● ASSIGNMENT: Transcribe the records in full; omit images.
━━━━━━━━━━
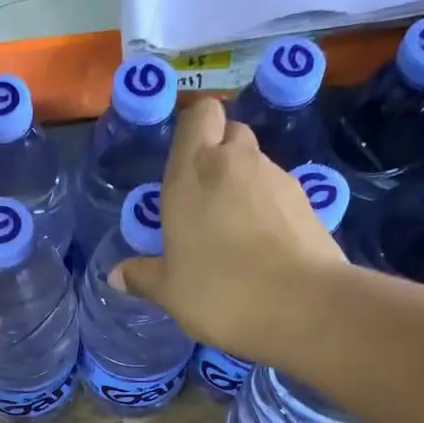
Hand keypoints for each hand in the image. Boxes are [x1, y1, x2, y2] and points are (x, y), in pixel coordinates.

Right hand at [114, 97, 346, 359]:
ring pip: (256, 165)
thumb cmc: (221, 293)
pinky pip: (279, 192)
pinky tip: (263, 247)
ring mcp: (276, 179)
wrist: (303, 308)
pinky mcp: (307, 202)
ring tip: (235, 233)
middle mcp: (235, 163)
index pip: (199, 115)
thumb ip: (143, 276)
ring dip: (244, 186)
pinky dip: (269, 209)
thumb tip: (117, 275)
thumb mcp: (170, 292)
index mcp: (193, 173)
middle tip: (205, 201)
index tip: (184, 165)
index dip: (194, 130)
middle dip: (219, 155)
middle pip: (230, 133)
━━━━━━━━━━
● SOLUTION:
Hand keypoints for each hand in the image. Boxes are [x1, y1, x2, y2] and points are (x, y), in pixel coordinates.

Right hand at [114, 97, 346, 359]:
ring pip: (256, 165)
thumb cmc: (221, 293)
pinky pip: (279, 192)
pinky tip: (263, 247)
ring mcp: (276, 179)
wrist: (303, 308)
pinky mcp: (307, 202)
ring tip: (235, 233)
middle mcp: (235, 163)
index pip: (199, 115)
thumb ip: (143, 276)
ring dip: (244, 186)
pinky dip: (269, 209)
thumb tip: (117, 275)
thumb mcp: (170, 292)
index mcp: (193, 173)
middle tip: (205, 201)
index tip: (184, 165)
index dip: (194, 130)
middle dip: (219, 155)
middle pip: (230, 133)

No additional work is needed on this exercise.